▸ **Work order**: In the entries below, find the line with "middle pip: (121, 93)" and the line with "pinky tip: (179, 163)"; give again those lines and every line between them, exactly.

[Dataset entries]
=== Begin Enclosure ===
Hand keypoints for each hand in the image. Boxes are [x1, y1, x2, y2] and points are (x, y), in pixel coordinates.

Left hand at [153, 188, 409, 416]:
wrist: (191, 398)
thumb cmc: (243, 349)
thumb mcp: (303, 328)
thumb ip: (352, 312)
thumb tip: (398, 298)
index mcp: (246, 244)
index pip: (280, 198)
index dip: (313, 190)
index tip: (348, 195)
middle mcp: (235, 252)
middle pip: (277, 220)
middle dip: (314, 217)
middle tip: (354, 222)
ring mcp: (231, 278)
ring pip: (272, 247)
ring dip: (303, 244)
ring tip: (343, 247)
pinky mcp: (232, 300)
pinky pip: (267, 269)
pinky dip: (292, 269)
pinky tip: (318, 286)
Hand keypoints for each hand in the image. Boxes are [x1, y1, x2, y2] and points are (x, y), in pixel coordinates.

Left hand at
=== End Enclosure ===
=== Begin Enclosure ===
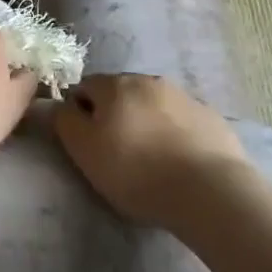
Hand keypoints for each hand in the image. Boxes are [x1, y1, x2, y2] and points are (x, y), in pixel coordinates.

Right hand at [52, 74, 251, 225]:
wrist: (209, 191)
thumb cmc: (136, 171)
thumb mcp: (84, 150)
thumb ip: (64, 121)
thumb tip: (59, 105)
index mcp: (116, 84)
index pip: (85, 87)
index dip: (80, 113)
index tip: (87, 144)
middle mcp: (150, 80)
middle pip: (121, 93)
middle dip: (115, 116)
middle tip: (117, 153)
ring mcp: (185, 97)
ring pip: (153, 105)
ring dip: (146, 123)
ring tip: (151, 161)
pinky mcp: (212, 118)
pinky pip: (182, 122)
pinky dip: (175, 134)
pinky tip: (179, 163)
=== End Enclosure ===
=== Begin Enclosure ===
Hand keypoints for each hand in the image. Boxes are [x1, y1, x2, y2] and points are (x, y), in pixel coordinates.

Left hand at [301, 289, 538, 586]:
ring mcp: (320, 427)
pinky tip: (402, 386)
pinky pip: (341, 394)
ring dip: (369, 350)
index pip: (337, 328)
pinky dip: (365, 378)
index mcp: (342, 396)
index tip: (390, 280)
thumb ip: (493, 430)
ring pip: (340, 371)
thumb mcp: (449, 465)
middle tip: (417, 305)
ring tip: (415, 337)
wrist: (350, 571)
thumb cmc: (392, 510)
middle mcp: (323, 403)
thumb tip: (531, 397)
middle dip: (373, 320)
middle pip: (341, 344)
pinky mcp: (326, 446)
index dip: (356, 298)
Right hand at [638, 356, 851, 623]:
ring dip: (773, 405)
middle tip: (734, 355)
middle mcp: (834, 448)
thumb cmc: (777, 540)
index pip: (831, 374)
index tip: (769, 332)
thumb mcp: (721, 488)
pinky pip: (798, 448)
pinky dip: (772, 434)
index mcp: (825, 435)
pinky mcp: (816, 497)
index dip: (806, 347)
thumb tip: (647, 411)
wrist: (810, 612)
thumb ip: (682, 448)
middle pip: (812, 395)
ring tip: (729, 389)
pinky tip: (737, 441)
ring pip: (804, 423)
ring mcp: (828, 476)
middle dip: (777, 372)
=== End Enclosure ===
▸ **Finished task**:
middle pip: (121, 93)
middle dip: (115, 116)
middle tip: (117, 153)
ring mcp: (185, 97)
ring pip: (153, 105)
ring dip: (146, 123)
ring tip: (151, 161)
pinky mcp: (212, 118)
pinky pip: (182, 122)
pinky dip: (175, 134)
pinky tip: (179, 163)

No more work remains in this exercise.